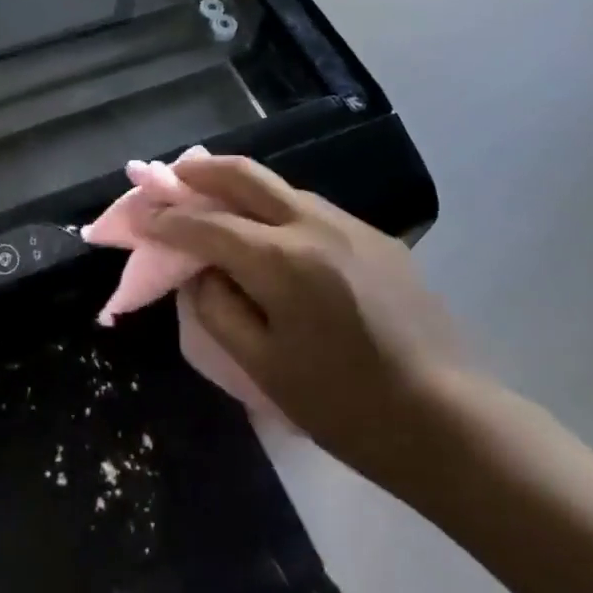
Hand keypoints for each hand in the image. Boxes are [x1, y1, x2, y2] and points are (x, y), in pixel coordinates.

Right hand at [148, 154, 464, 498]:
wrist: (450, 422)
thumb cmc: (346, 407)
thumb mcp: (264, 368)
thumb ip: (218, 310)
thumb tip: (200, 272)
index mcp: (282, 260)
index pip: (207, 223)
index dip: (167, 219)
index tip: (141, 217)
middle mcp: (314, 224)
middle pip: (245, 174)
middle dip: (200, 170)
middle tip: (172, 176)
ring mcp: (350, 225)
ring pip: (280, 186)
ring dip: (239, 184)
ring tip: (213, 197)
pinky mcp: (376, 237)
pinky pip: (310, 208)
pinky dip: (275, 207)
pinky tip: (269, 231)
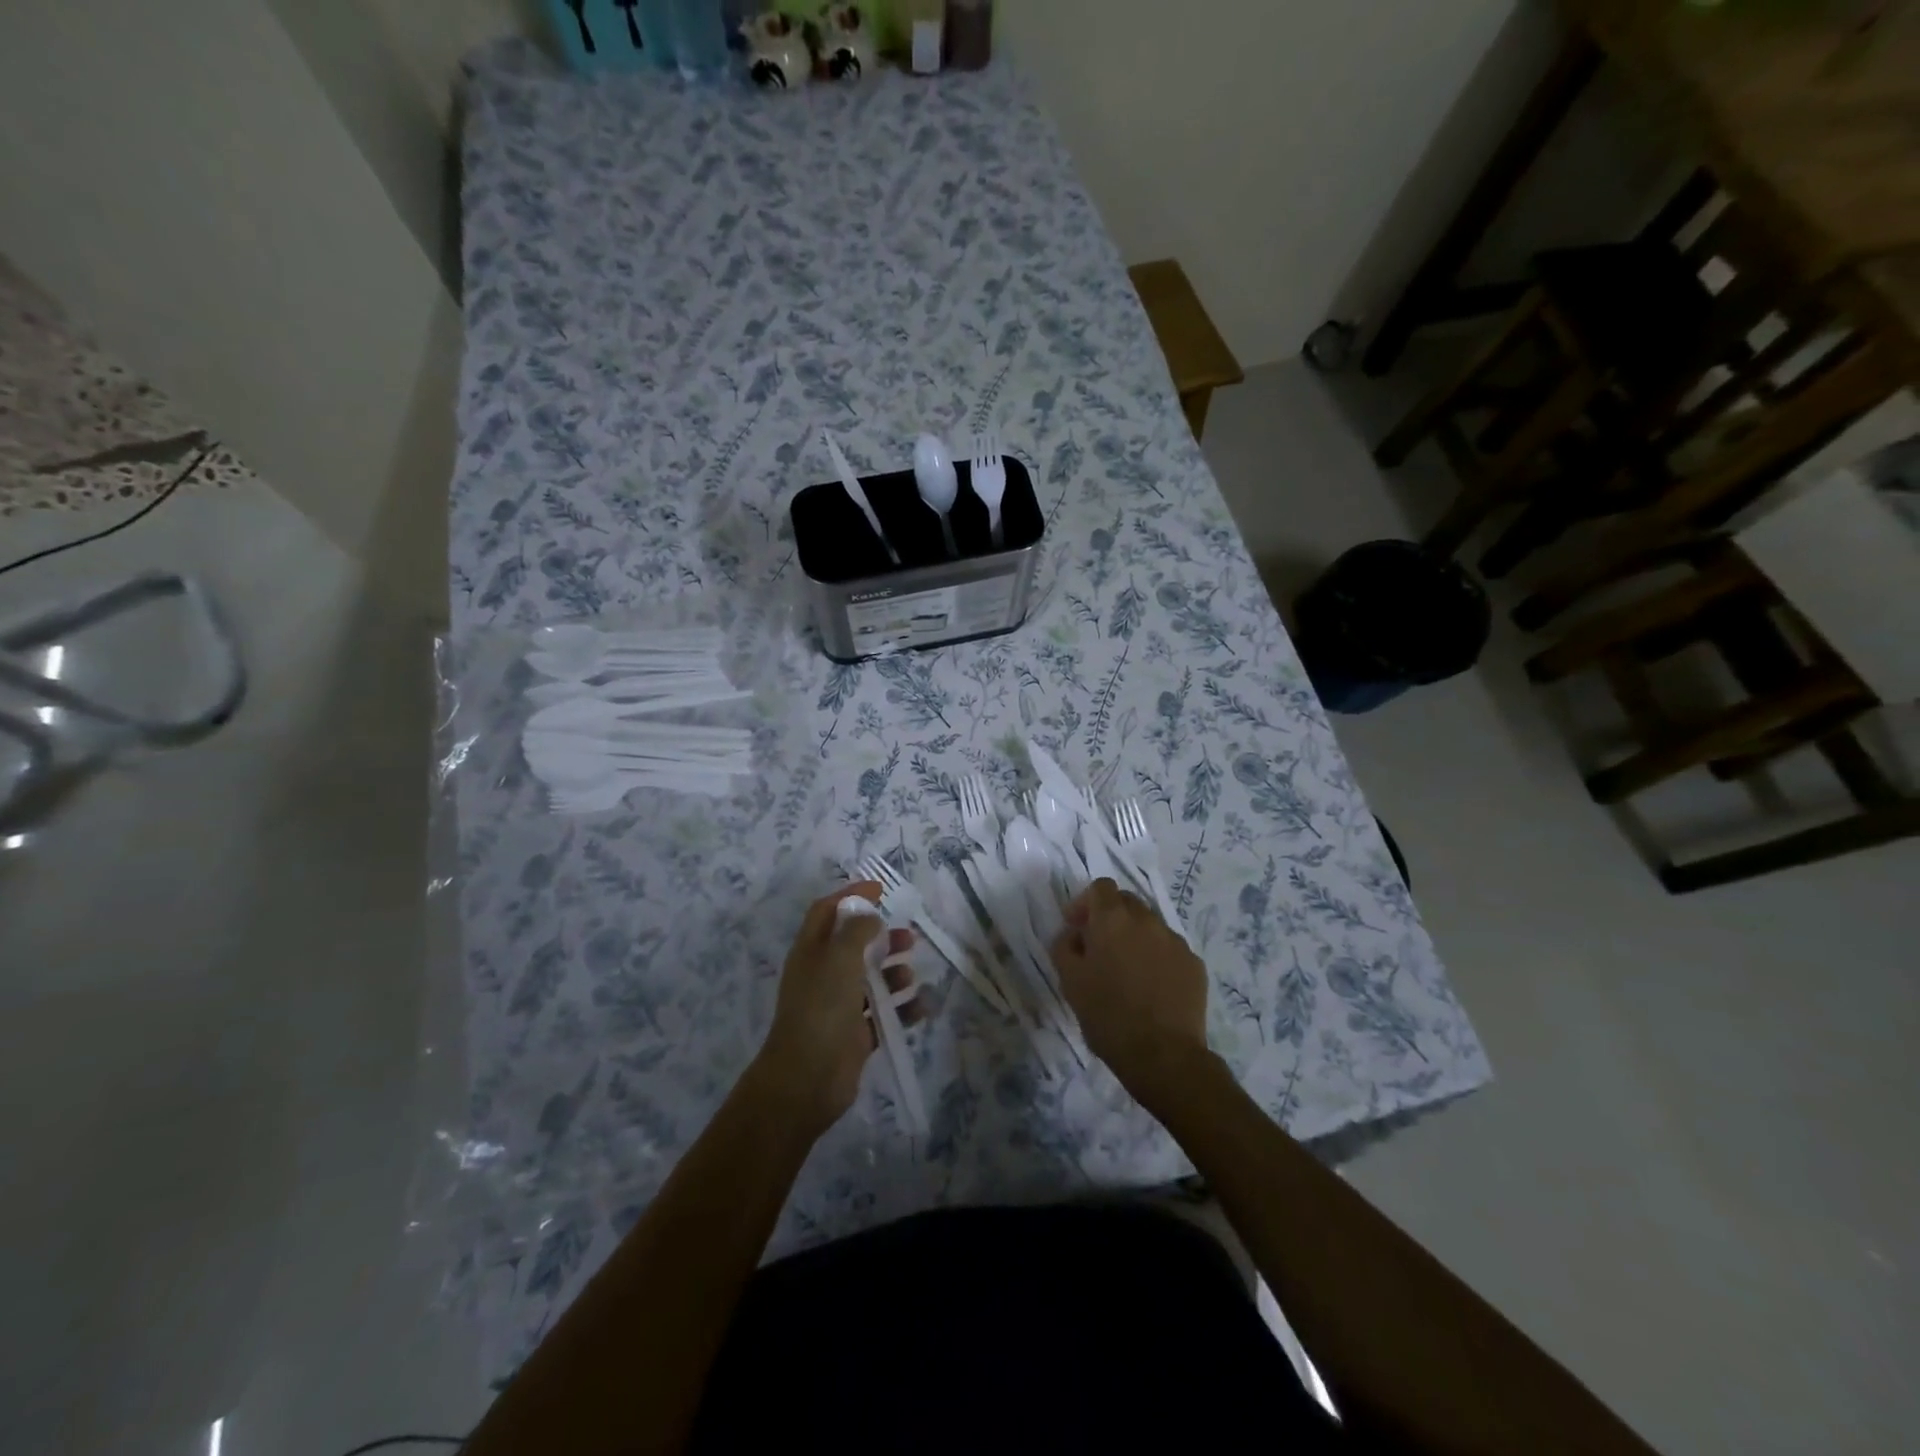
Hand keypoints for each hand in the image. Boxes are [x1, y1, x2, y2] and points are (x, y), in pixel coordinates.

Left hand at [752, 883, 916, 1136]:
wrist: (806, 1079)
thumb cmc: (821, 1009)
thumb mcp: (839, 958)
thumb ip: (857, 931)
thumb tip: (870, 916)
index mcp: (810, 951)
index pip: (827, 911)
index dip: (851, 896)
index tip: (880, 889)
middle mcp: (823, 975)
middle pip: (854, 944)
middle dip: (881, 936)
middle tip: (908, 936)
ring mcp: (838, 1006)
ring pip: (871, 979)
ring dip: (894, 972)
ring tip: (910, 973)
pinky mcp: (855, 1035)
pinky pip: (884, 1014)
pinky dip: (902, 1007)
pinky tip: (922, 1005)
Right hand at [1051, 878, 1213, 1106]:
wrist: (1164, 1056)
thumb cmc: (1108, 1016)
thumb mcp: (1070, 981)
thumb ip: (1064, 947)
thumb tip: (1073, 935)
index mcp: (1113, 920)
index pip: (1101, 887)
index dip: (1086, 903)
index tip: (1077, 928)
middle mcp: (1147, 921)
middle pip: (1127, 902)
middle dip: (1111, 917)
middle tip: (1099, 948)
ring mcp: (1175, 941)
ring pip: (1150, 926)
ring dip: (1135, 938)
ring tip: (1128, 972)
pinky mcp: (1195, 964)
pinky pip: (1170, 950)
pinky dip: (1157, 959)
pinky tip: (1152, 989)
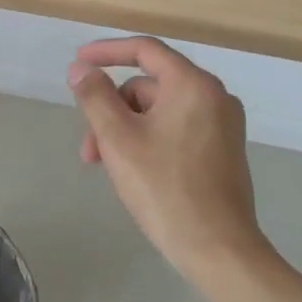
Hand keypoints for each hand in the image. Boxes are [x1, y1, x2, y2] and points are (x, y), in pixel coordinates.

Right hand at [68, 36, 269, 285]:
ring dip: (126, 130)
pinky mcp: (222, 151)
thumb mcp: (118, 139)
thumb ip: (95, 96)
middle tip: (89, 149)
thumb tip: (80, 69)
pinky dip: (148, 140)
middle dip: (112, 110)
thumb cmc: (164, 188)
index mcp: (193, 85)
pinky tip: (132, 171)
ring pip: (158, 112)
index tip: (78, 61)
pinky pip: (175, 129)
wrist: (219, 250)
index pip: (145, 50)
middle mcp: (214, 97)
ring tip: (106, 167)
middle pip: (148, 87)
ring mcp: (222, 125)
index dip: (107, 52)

==

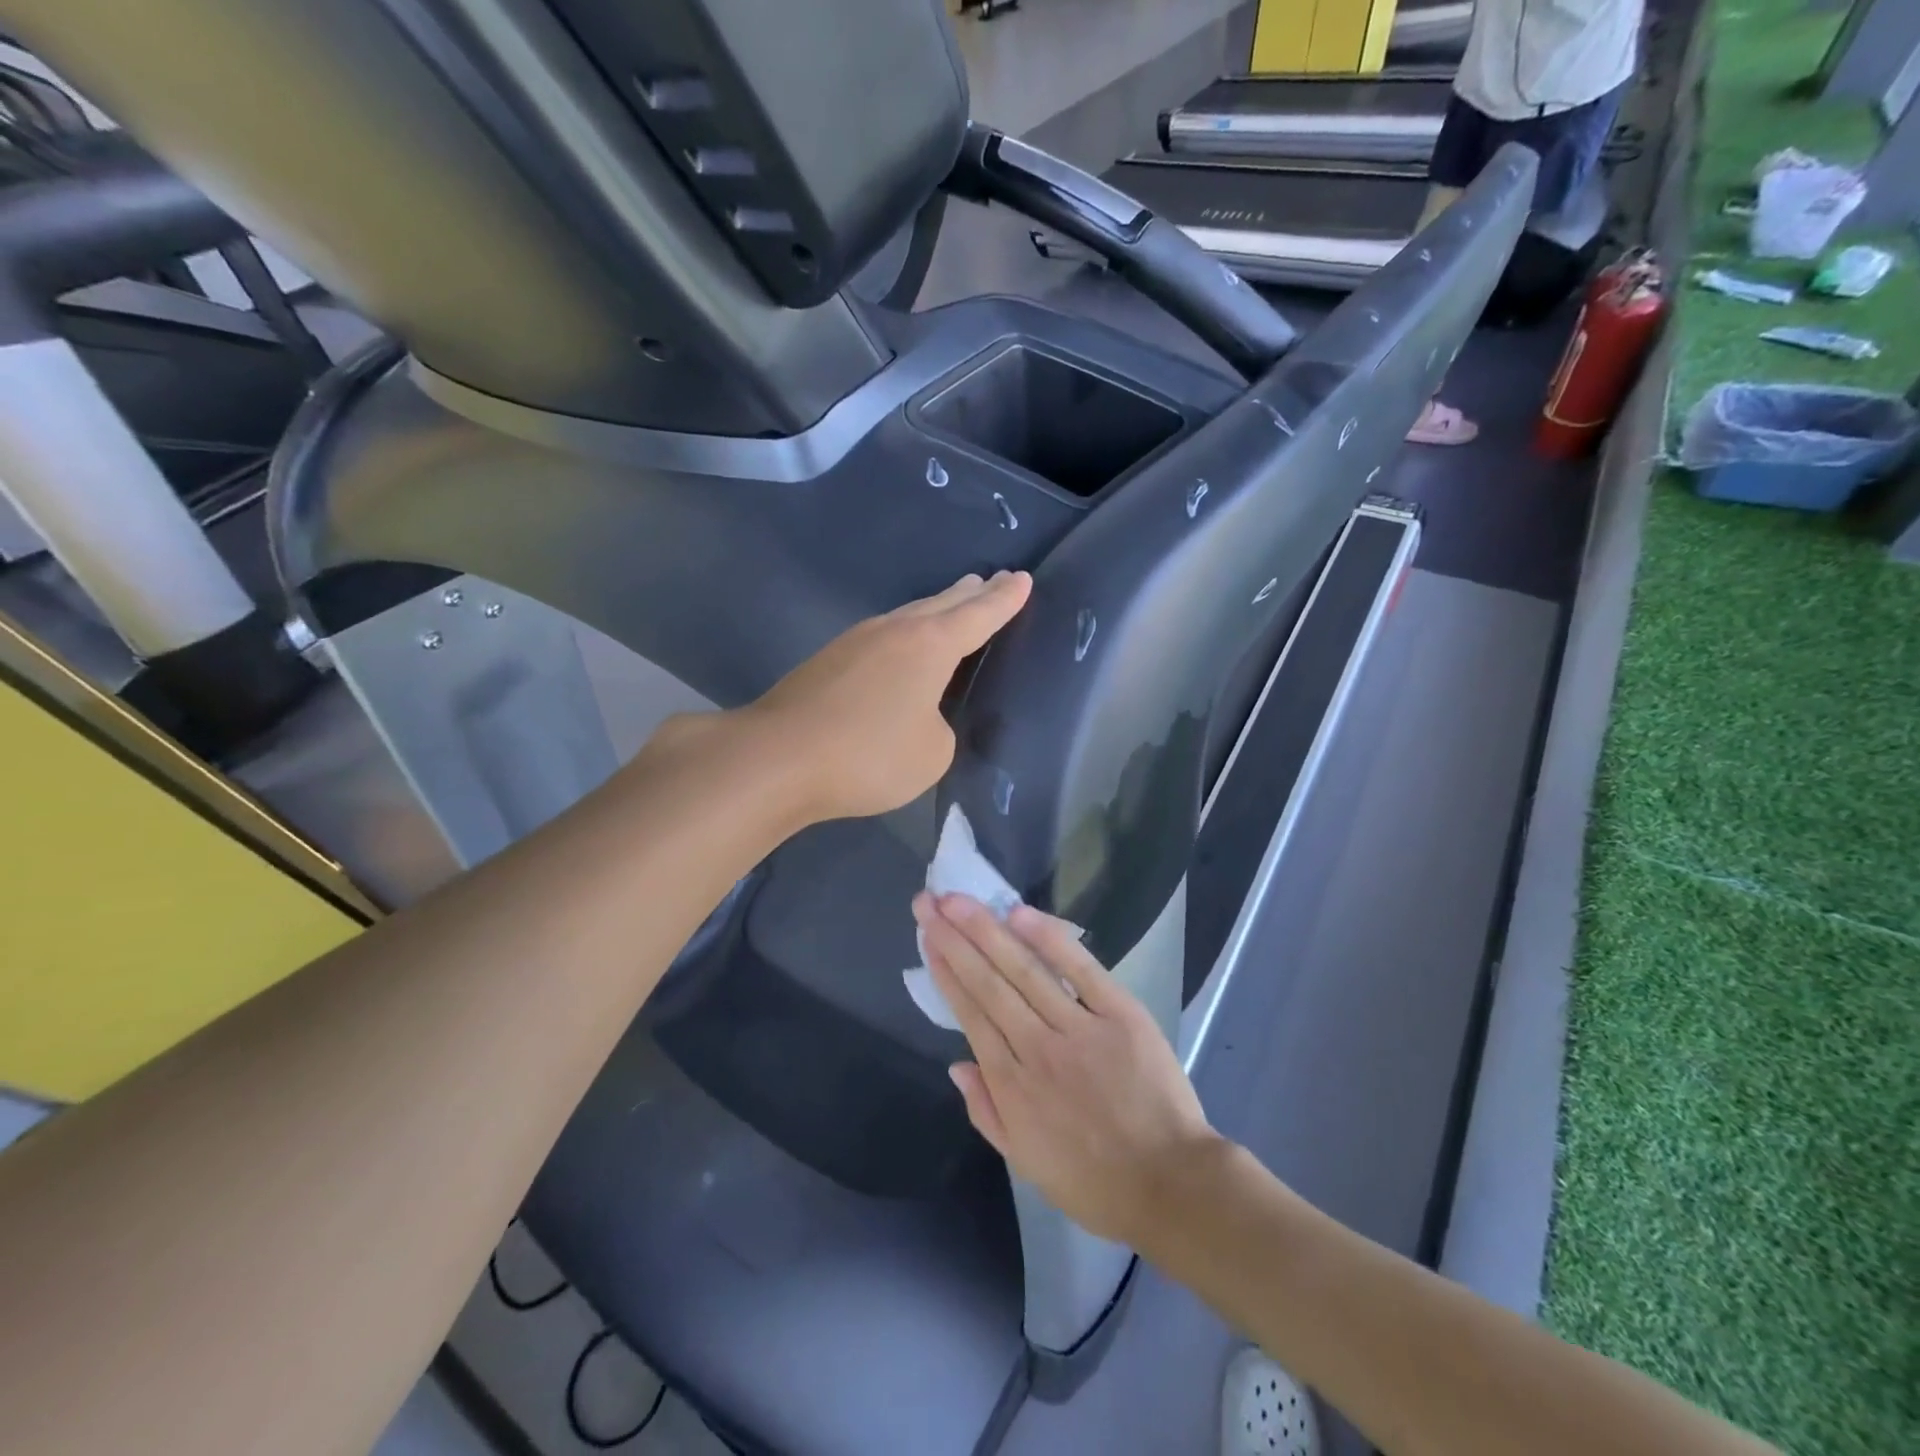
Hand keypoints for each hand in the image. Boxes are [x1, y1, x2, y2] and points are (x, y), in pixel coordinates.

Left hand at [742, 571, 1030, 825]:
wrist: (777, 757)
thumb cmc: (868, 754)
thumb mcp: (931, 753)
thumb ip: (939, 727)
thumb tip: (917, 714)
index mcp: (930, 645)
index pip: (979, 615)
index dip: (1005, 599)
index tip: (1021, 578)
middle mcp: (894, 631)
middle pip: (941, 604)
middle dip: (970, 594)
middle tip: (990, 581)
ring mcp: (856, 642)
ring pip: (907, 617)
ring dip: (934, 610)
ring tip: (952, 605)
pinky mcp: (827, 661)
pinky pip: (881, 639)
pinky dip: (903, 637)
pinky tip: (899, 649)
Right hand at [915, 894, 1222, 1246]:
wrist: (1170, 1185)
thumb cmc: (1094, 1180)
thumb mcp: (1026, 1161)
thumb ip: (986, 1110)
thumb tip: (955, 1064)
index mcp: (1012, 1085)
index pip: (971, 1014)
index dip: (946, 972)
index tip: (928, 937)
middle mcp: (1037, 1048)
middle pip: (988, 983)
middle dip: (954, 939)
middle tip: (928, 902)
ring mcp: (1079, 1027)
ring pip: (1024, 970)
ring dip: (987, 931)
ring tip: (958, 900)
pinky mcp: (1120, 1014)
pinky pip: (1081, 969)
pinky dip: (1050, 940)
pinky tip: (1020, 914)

YOUR GOAL: Copy the records above exactly, beginning at the line that contains "thumb ip: (95, 96)" and stopping after the line that contains "index dip: (107, 52)".

SOLUTION TO THE EXERCISE:
thumb ip: (95, 96)
middle tip: (89, 149)
thumb tip: (80, 69)
pinky dip: (148, 140)
middle dip: (112, 110)
thumb cmc: (164, 188)
index mcp: (193, 85)
pinky tip: (132, 171)
ring pip: (158, 112)
index tip: (78, 61)
pinky pip: (175, 129)
wrist: (219, 250)
index pip: (145, 50)
middle mcp: (214, 97)
ring tip: (106, 167)
middle pip: (148, 87)
ring mcp: (222, 125)
index dip: (107, 52)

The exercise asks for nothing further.